Stored items
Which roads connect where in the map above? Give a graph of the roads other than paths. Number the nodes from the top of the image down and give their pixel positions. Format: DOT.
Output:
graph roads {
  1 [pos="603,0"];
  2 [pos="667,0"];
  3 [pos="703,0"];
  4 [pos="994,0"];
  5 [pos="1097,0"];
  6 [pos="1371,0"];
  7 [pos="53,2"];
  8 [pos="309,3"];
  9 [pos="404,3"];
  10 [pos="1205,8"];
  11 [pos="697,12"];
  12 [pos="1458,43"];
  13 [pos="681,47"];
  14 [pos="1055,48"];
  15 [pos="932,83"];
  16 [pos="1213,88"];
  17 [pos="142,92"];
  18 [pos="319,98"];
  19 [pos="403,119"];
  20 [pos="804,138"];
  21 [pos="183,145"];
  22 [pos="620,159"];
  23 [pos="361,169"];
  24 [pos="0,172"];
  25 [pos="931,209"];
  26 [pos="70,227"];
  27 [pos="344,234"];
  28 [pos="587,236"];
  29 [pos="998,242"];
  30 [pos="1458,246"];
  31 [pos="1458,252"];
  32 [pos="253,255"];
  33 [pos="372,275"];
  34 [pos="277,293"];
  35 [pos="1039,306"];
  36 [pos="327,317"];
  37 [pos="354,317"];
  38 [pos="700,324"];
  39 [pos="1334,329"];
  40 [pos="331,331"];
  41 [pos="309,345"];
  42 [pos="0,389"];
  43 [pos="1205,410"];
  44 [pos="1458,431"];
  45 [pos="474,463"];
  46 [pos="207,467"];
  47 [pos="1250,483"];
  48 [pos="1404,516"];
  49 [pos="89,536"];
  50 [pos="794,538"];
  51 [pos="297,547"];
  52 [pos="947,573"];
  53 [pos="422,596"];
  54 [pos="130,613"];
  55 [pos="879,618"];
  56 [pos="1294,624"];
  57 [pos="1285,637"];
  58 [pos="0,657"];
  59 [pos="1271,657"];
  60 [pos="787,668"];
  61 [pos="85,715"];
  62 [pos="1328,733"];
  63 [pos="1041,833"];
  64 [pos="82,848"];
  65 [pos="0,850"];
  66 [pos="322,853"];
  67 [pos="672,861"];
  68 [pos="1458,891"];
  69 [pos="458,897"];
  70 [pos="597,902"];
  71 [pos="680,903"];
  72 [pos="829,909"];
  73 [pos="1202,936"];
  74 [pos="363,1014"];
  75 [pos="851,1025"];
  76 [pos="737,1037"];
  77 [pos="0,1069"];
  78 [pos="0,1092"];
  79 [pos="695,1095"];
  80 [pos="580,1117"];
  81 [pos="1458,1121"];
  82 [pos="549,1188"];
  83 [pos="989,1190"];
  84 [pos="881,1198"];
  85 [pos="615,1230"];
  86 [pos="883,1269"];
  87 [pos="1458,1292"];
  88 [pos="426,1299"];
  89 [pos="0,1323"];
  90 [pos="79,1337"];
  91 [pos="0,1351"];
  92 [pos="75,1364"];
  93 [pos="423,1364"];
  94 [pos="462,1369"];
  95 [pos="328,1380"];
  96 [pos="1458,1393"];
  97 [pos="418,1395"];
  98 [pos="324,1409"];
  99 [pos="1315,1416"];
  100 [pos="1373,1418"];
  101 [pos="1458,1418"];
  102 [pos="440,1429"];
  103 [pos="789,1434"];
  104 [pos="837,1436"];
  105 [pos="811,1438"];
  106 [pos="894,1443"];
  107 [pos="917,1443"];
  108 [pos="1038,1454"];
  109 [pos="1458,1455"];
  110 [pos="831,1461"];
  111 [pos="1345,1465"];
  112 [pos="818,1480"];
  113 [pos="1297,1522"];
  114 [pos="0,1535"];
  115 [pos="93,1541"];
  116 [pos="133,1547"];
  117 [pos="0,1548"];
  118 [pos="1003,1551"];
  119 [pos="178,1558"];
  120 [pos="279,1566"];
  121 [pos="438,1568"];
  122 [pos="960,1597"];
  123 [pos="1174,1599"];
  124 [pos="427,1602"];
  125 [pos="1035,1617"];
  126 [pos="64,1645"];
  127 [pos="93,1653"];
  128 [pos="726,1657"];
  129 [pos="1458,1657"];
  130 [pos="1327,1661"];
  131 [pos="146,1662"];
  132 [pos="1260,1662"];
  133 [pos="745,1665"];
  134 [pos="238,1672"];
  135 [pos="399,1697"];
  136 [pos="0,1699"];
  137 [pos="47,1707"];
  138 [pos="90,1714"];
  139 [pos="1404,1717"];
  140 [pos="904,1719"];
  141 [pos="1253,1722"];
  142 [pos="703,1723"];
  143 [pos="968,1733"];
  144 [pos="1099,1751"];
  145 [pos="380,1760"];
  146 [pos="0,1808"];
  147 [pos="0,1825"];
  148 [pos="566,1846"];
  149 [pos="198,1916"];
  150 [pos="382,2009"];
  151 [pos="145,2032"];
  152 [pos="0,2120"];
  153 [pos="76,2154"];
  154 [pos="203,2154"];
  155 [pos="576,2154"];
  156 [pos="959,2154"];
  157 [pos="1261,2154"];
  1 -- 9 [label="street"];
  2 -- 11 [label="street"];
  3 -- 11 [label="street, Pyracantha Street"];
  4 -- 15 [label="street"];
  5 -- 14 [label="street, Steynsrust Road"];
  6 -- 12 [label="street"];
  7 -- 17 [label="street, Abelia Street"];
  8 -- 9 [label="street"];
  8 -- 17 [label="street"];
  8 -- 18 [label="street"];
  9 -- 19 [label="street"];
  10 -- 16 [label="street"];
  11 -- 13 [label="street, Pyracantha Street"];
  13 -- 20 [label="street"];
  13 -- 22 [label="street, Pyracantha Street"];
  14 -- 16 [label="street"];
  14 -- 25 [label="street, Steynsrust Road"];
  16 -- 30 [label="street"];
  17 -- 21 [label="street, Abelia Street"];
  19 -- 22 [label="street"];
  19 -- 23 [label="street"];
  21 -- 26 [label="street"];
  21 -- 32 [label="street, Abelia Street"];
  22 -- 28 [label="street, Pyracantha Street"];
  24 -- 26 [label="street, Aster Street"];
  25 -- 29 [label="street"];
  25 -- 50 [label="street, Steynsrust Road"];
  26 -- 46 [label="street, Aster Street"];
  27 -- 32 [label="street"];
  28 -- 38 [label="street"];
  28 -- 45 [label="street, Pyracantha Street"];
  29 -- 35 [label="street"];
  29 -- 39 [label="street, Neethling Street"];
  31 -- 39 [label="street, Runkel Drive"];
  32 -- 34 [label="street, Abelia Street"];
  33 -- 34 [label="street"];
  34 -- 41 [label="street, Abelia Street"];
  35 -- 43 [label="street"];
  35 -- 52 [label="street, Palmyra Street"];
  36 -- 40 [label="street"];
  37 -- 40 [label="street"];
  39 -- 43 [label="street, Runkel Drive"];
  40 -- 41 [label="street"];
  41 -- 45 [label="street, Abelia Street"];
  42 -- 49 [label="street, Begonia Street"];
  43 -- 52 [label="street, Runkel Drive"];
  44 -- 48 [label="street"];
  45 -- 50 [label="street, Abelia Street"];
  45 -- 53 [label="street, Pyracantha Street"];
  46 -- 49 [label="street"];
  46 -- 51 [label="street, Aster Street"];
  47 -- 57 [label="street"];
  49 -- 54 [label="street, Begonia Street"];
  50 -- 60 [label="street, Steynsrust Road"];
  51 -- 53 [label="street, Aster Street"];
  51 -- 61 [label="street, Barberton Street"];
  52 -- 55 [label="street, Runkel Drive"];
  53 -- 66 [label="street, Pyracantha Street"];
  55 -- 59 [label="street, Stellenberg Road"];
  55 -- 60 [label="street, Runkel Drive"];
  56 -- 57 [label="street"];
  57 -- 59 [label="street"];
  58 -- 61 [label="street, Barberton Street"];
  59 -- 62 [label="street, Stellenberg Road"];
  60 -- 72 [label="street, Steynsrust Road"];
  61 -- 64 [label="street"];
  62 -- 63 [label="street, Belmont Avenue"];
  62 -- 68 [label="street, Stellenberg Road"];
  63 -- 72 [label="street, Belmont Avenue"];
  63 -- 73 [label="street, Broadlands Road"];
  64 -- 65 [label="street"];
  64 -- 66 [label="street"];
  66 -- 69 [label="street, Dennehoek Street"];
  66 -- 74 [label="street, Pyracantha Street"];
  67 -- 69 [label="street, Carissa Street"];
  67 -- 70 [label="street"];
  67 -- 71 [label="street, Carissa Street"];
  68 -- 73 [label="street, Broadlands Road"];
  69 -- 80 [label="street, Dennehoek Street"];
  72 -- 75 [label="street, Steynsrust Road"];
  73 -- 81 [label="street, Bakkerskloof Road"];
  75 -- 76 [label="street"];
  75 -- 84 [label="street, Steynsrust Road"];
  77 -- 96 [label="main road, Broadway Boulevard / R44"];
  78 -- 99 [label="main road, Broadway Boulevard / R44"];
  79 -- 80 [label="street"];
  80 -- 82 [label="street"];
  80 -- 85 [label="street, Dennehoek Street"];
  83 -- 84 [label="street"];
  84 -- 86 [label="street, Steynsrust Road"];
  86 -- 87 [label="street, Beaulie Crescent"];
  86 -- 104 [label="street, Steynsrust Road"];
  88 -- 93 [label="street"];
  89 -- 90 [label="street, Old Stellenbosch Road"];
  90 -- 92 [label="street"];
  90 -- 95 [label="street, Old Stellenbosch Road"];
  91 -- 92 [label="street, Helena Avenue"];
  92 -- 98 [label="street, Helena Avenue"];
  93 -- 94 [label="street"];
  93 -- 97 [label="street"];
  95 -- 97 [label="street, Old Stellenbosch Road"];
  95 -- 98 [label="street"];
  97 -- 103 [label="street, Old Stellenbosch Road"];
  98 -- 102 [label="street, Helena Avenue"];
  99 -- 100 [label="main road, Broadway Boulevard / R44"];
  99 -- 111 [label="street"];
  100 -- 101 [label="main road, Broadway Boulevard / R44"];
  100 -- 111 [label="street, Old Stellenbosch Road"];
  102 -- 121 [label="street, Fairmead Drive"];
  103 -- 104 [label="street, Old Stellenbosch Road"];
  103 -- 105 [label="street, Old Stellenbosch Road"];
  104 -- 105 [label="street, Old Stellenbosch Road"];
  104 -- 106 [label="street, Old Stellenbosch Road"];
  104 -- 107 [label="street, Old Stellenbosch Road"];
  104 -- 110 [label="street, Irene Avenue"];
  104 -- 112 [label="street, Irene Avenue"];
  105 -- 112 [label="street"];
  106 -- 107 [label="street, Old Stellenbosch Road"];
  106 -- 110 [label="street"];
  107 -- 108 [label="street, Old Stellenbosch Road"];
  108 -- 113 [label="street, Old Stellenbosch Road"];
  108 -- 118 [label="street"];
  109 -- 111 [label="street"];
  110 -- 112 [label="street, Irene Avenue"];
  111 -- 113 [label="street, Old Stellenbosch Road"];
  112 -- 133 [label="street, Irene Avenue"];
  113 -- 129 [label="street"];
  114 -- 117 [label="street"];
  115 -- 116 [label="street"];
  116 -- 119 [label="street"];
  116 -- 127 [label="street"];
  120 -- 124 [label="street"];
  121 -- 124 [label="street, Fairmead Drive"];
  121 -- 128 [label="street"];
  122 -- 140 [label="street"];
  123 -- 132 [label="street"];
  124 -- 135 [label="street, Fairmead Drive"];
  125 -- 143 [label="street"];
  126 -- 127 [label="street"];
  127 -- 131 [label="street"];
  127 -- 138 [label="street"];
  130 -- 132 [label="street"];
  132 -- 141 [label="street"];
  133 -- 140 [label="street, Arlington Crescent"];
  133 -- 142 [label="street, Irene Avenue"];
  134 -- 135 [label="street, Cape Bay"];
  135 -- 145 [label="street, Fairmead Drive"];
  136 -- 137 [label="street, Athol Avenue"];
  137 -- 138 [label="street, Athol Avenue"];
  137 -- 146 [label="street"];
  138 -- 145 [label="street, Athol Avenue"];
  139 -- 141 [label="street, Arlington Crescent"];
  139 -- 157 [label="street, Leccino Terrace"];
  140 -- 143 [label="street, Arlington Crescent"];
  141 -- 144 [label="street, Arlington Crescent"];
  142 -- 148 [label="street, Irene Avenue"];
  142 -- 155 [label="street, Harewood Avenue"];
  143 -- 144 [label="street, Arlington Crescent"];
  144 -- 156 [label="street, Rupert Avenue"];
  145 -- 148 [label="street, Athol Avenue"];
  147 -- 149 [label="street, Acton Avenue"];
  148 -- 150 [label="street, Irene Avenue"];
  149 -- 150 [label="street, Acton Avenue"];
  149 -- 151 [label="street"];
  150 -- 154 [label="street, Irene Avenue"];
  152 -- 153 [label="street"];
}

Work instructions>
In the records above, each line with the string "main" should be copied.

Answer to this problem>
  77 -- 96 [label="main road, Broadway Boulevard / R44"];
  78 -- 99 [label="main road, Broadway Boulevard / R44"];
  99 -- 100 [label="main road, Broadway Boulevard / R44"];
  100 -- 101 [label="main road, Broadway Boulevard / R44"];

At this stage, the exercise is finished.